A woman known as the ‘astronomical Indiana Jones’ will give the 2018 Elizabeth R. Laird Lecture.
Dr. Sara Seager, of the Massachusetts Institute of Technology, is a planetary scientist and astrophysicist who grew up in Toronto.
A pioneer in the vast and unknown world of exoplanets – planets that orbit stars other than the sun – she is on a quest to find the field’s Holy Grail, the discovery of a true Earth twin.
“For thousands of years people have wondered, ‘Are there planets like Earth? Are such planets common and do any have signs of life?’ she said.
“Today astronomers are poised to answer these ancient questions, having recently found thousands of planets that orbit nearby stars, called exoplanets.”
Dr. Seager is one of the world’s leading experts on this search for Earth-like planets and she helps run the MIT-led NASA Explorer-class mission TESS, which is anticipated to find thousands of exoplanets.

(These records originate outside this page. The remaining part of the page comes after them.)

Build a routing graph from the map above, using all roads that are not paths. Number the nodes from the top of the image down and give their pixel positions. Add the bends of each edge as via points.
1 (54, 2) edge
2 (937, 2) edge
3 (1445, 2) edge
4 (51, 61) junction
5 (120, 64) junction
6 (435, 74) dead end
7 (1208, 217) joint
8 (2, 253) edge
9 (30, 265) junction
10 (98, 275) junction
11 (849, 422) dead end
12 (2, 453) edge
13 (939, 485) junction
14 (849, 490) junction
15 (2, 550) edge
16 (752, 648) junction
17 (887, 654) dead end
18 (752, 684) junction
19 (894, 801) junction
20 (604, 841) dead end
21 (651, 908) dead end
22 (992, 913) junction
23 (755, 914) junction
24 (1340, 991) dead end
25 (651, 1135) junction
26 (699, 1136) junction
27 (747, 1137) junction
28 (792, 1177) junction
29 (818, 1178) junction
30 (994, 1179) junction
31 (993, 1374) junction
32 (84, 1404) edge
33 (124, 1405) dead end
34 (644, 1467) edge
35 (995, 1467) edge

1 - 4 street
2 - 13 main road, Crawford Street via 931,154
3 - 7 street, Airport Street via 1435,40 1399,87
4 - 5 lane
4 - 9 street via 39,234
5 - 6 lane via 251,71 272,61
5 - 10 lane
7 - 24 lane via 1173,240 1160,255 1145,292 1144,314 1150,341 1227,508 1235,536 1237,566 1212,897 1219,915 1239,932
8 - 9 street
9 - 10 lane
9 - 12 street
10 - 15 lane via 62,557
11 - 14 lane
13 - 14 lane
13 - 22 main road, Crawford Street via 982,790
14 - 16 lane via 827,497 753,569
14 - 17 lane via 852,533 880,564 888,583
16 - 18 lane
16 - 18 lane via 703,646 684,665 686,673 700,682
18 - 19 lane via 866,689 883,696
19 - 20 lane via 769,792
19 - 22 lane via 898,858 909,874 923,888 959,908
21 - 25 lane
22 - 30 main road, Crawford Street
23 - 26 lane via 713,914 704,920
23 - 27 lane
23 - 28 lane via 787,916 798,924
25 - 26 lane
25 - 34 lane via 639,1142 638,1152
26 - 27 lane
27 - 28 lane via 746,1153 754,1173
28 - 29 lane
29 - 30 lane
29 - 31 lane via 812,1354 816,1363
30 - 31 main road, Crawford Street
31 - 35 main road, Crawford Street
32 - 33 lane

A member of the National Academy of Sciences and a 2013 MacArthur Fellow, she was named one of Time Magazine’s 25 Most Influential in Space in 2012. Asteroid 9729 Seager is named in her honor.
Latest advances
Her public lecture, titled Exoplanets and the Search for Habitable Worlds, is hosted by the Faculty of Science and the Department of Earth Sciences. During the talk, she will share the latest advances in this revolutionary field.
It will take place Oct. 10 at 7 p.m. in the Bruneau Centre for Research and Innovation, room IIC-2001. Limited free parking will be available in lot 17 and a reception will follow.
The Elizabeth R. Laird Lecture was established by a bequest from Dr. Elizabeth Laird, a prominent Canadian physicist who held posts at Yale, Cambridge, Chicago, Mount Holyoke and Western Ontario, in the first half of the 20th century.